Tim is, by most measures, recognised as the world’s #1 Social Selling influencer and an influencer in several other areas too, and when a company approaches him to “buy tweets” he says yes “of course you can but it cost $1,000,000/tweet” because he knows that every bought tweet he sends will reduce the influence (and therefore the credibility) with his audience.

However, if the influencer respects and likes the product and genuinely believes that it would be beneficial to their audience…that is a recipe for success.

Recently Tim and I were asked to attend the Oracle MBX in London as influencers…and simply talk about the event. That last bit was the key, we said we weren’t interested in broadcasting the corporate marketing messages and were told that’s not what was needed. WE were told “we think the event is going to be really good, so just attend and write about whatever you see…the good and the bad.”

So we did, we wrote a couple of blogs after the event (not this one), we interviewed some people with our phones (just 30 second clips), we tweeted about what was going on we basically told the truth.

We know the Oracle product is good, but we also know that the message can sometimes be diminished by the corporate marketing machine and many people wouldn’t engage with this. We also genuinely felt that the event was a good one and well worth people logging on to afterwards and having a look at all of the digital content if they weren’t able to attend.

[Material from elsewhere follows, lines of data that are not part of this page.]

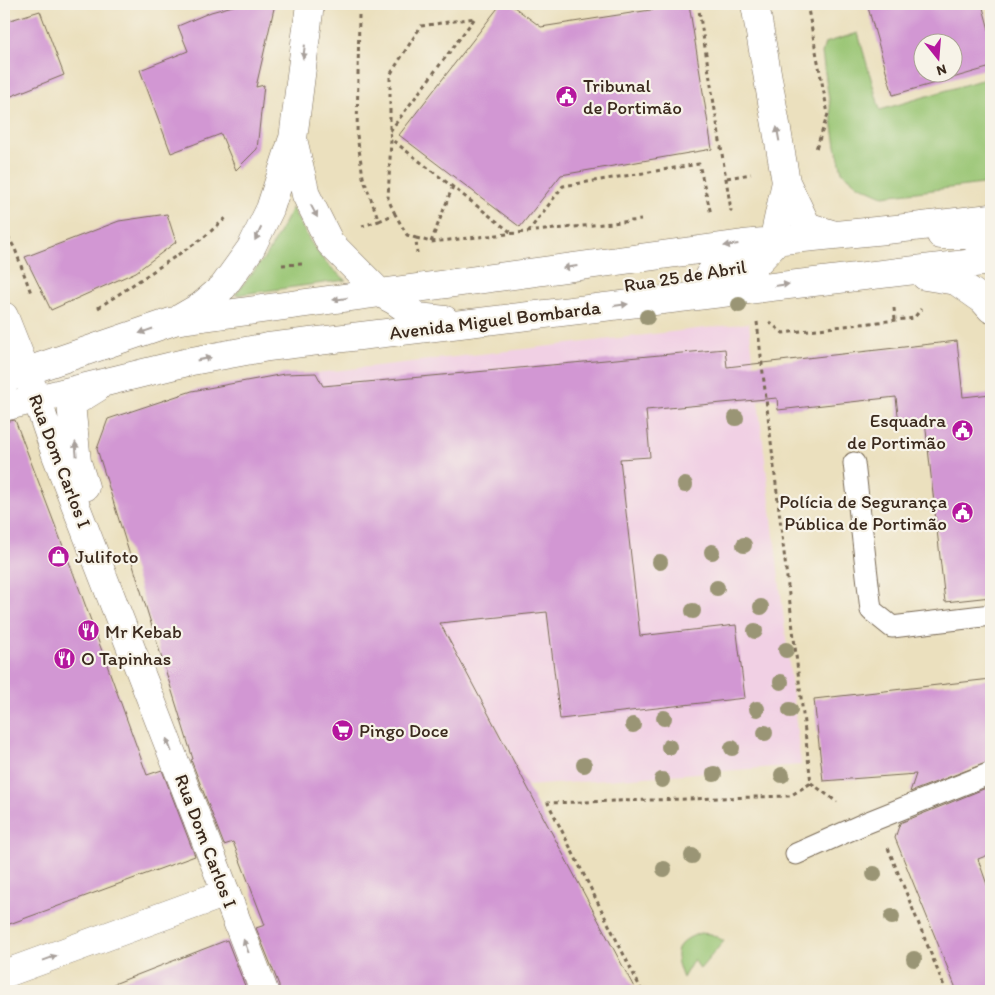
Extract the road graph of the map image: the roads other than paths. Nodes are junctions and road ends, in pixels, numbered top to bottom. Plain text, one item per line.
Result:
1 (310, 4) edge
2 (754, 4) edge
3 (293, 139) junction
4 (786, 182) junction
5 (991, 218) edge
6 (832, 235) junction
7 (774, 240) junction
8 (991, 244) edge
9 (991, 261) edge
10 (881, 273) junction
11 (380, 293) junction
12 (991, 309) edge
13 (4, 316) edge
14 (174, 321) junction
15 (468, 323) junction
16 (15, 375) edge
17 (105, 384) junction
18 (37, 399) junction
19 (4, 407) edge
20 (854, 463) dead end
21 (991, 615) edge
22 (138, 663) junction
23 (991, 774) edge
24 (796, 854) dead end
25 (226, 893) junction
26 (4, 974) edge
27 (264, 991) edge

1 -> 3 street
4 -> 2 street, Rua 25 de Abril
3 -> 11 street
3 -> 14 street
4 - 6 street
4 - 7 street, Rua 25 de Abril
5 - 6 street
6 - 7 street
6 - 8 street
7 -> 11 street
7 - 15 street, Rua 25 de Abril
9 - 10 street, Avenida Miguel Bombarda
10 - 12 street
15 -> 10 street, Avenida Miguel Bombarda
11 -> 14 street
11 - 15 street
13 - 16 street, Rua Dom Carlos I
14 -> 16 street
17 -> 15 street, Avenida Miguel Bombarda
16 - 18 street, Rua Dom Carlos I
17 - 18 street, Avenida Miguel Bombarda
22 -> 17 street, Rua Dom Carlos I
18 - 19 street, Avenida Miguel Bombarda
18 - 22 street, Rua Dom Carlos I
20 - 21 lane
25 -> 22 street, Rua Dom Carlos I
23 - 24 lane
26 -> 25 street
27 -> 25 street, Rua Dom Carlos I

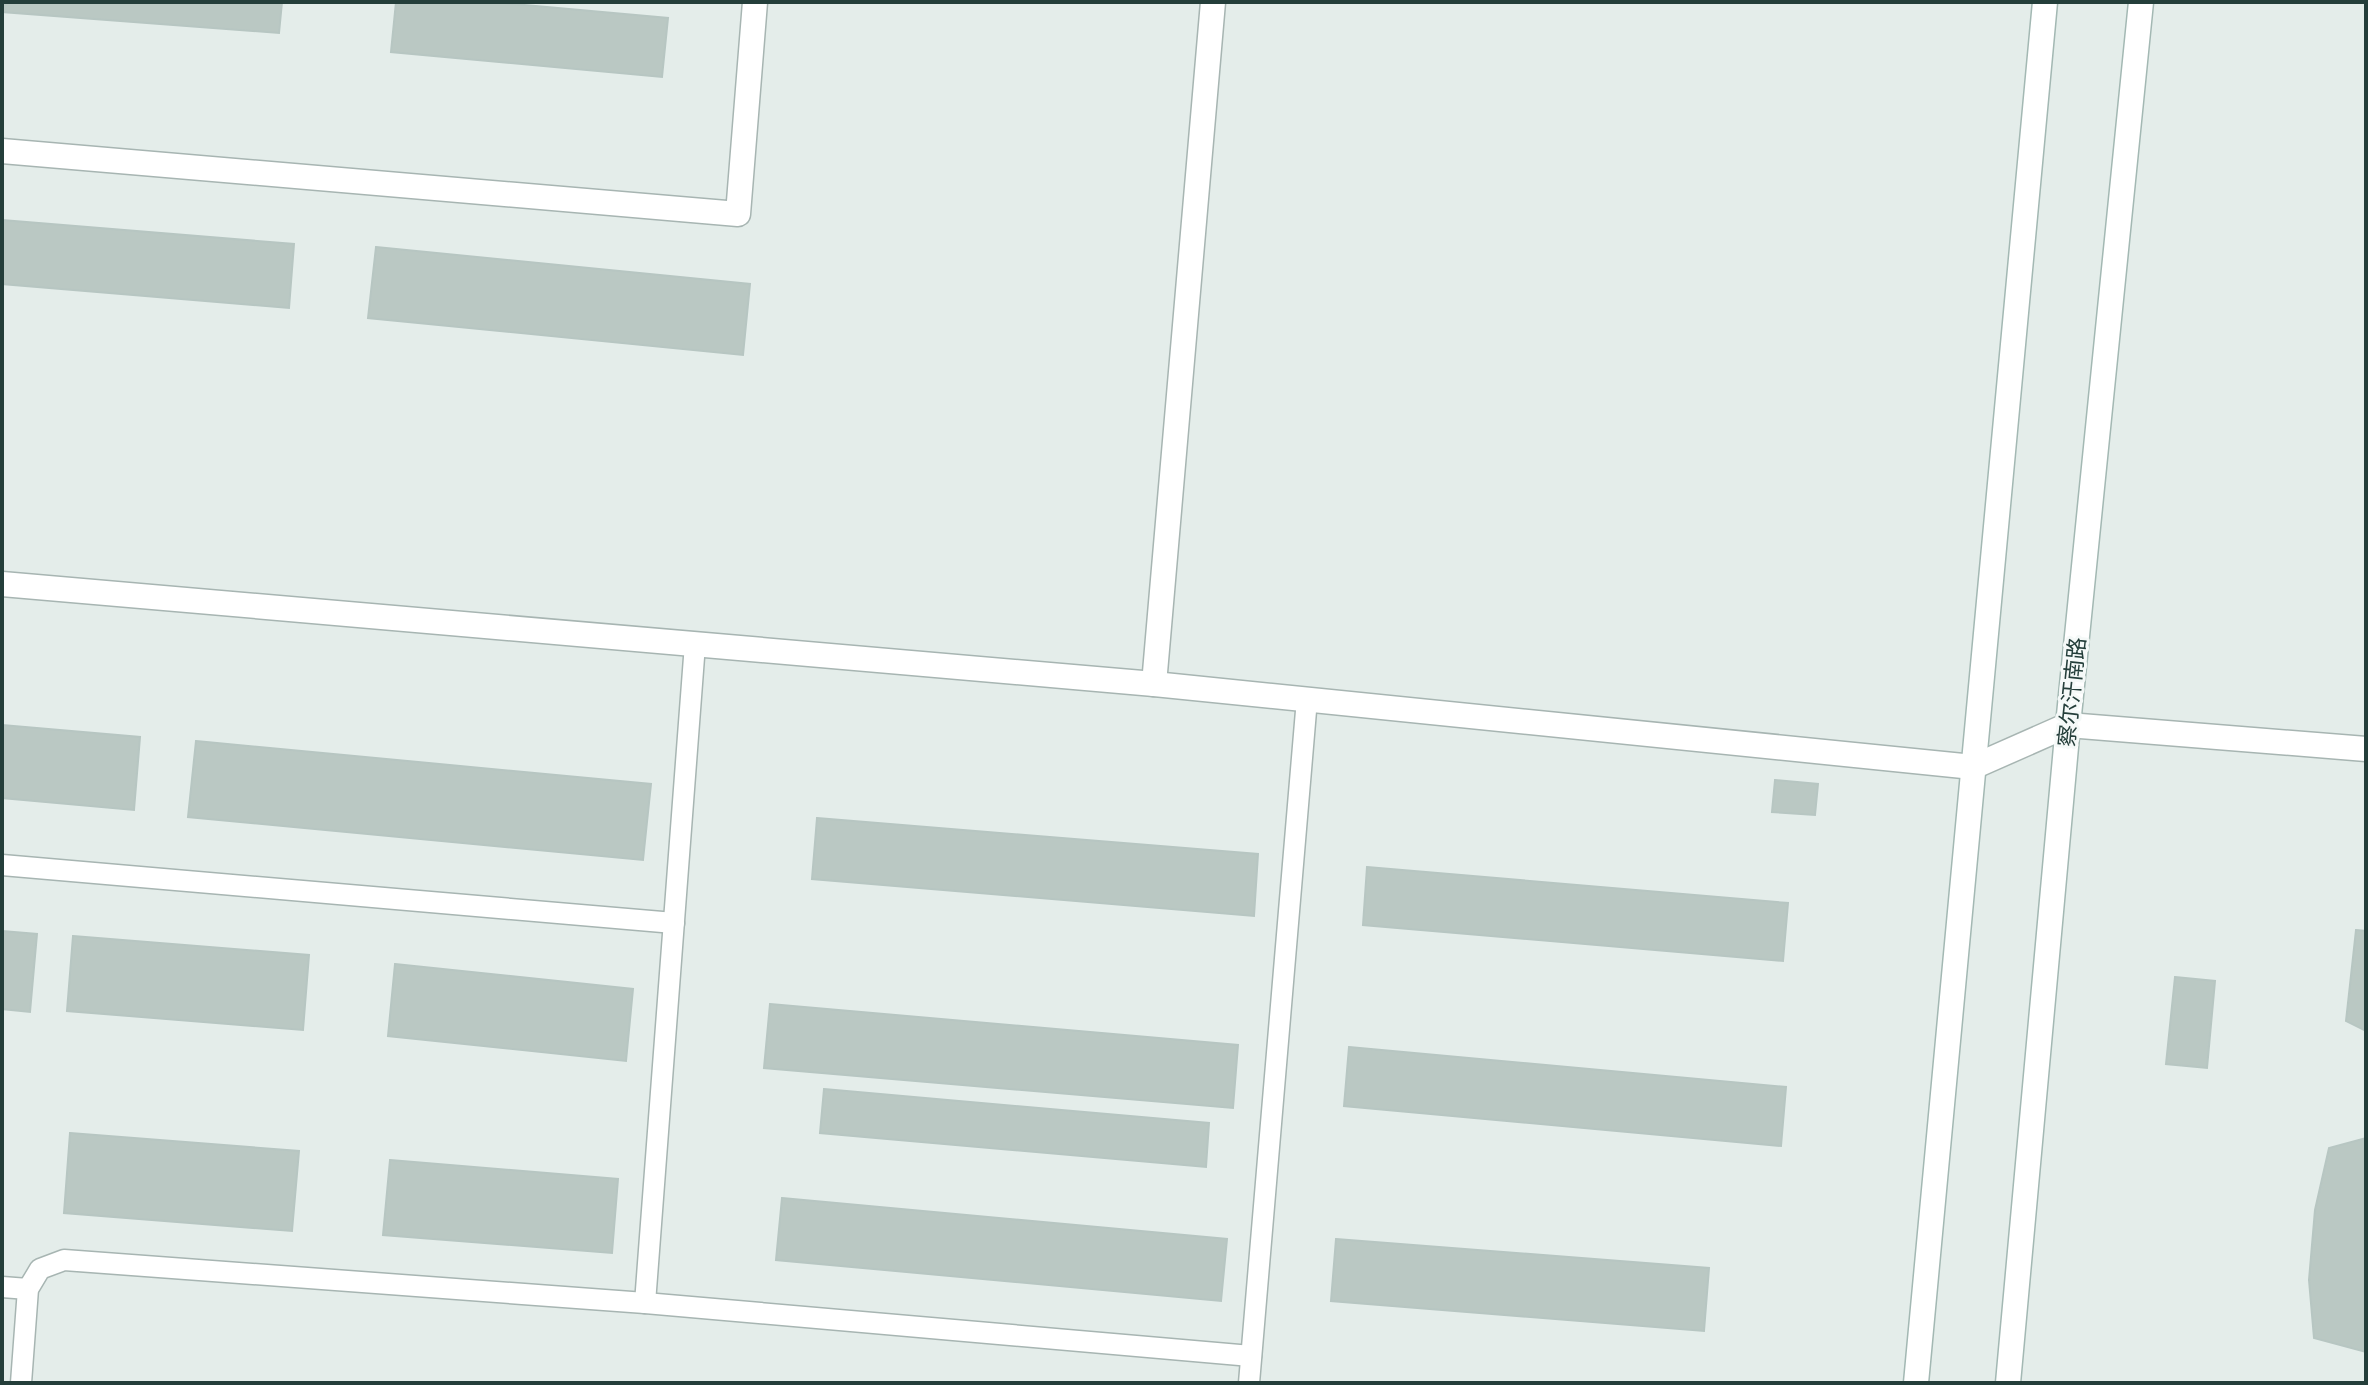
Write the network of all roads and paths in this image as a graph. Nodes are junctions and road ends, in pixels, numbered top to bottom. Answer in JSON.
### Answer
{"nodes":[{"id":1,"x":755,"y":2,"type":"edge"},
{"id":2,"x":1213,"y":2,"type":"edge"},
{"id":3,"x":2045,"y":2,"type":"edge"},
{"id":4,"x":2141,"y":2,"type":"edge"},
{"id":5,"x":2,"y":151,"type":"edge"},
{"id":6,"x":2,"y":584,"type":"edge"},
{"id":7,"x":695,"y":644,"type":"junction"},
{"id":8,"x":1154,"y":684,"type":"junction"},
{"id":9,"x":1307,"y":699,"type":"junction"},
{"id":10,"x":2068,"y":725,"type":"junction"},
{"id":11,"x":2366,"y":749,"type":"edge"},
{"id":12,"x":1973,"y":767,"type":"junction"},
{"id":13,"x":2,"y":865,"type":"edge"},
{"id":14,"x":674,"y":923,"type":"junction"},
{"id":15,"x":2,"y":1287,"type":"edge"},
{"id":16,"x":28,"y":1289,"type":"junction"},
{"id":17,"x":645,"y":1303,"type":"junction"},
{"id":18,"x":1251,"y":1356,"type":"junction"},
{"id":19,"x":21,"y":1383,"type":"edge"},
{"id":20,"x":1249,"y":1383,"type":"edge"},
{"id":21,"x":1916,"y":1383,"type":"edge"},
{"id":22,"x":2008,"y":1383,"type":"edge"}],
"edges":[{"from":1,"to":5,"type":"street"},
{"from":2,"to":8,"type":"street"},
{"from":3,"to":12,"type":"street"},
{"from":4,"to":10,"type":"street","name":"察尔汗南路"},
{"from":6,"to":7,"type":"street"},
{"from":7,"to":8,"type":"street"},
{"from":7,"to":14,"type":"lane"},
{"from":8,"to":9,"type":"street"},
{"from":9,"to":12,"type":"street"},
{"from":9,"to":18,"type":"lane"},
{"from":10,"to":11,"type":"street"},
{"from":10,"to":12,"type":"street"},
{"from":10,"to":22,"type":"street","name":"察尔汗南路"},
{"from":12,"to":21,"type":"street"},
{"from":13,"to":14,"type":"lane"},
{"from":14,"to":17,"type":"lane"},
{"from":15,"to":16,"type":"lane"},
{"from":16,"to":17,"type":"lane"},
{"from":16,"to":19,"type":"lane"},
{"from":17,"to":18,"type":"lane"},
{"from":18,"to":20,"type":"lane"}]}
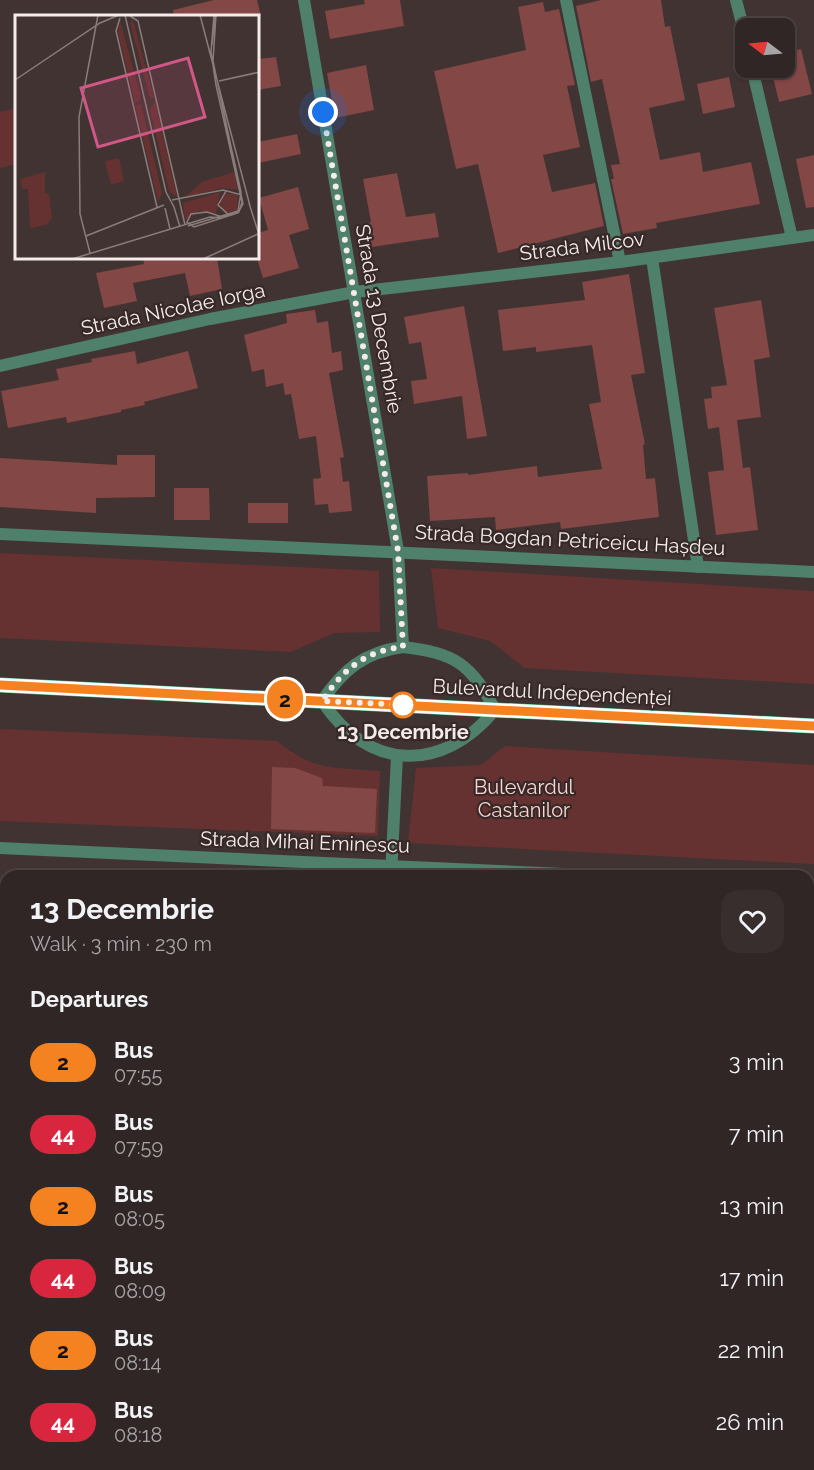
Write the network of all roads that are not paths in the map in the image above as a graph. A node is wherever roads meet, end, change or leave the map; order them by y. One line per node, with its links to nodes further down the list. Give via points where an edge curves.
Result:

The results were…well, they were exceptional, the event trended on Twitter, we drove loads of traffic to the digital event (which is still running now) and we gave our audiences something of value – further enhancing their perception of both us and Oracle.

So, if you want to start to use influencers for your business marketing, particularly events there are a few things that you need to be aware of.

  1. the influencer may not want to work with you because they don’t know, like, trust you (working with an influencer is just like making friends with someone…it doesn’t always work out).
  2. You have to check them out thoroughly. There are plenty of influencers who try to “game the system” and looking at the interactions they get will tell you a lot about whether they are the genuine article. 100 likes on a tweet from loads of accounts that have no followers should probably ring alarm bells.
  3. Is the influencer credible to (and a good fit with) your brand. If you are a 200 year old tailor’s then probably employing Kanye West as a fashion influencer isn’t a good use of your money.
  4. You need to have a good clear statement of works. Influencers are by nature good networkers and you need to tie them down so that they recognise that they are at your event working for YOU and not networking for themselves.
  5. As with any other contract you need to be clear on objectives and deliverable when you engage them.
  6. You need to remember that becoming an influencer is extremely hard work and this means that they probably aren’t going to be able to do something without warning…and if they can it might mean they’re not as influential as they say they are!

At the end of the day, influencer marketing can be a very powerful tool in your arsenal as it enables you to break in to new markets with potentially instant credibility. It isn’t cheap, but it is very cost effective for getting fast traction and good results.

Just make sure that you pick someone who is a good fit for what you’re trying to achieve.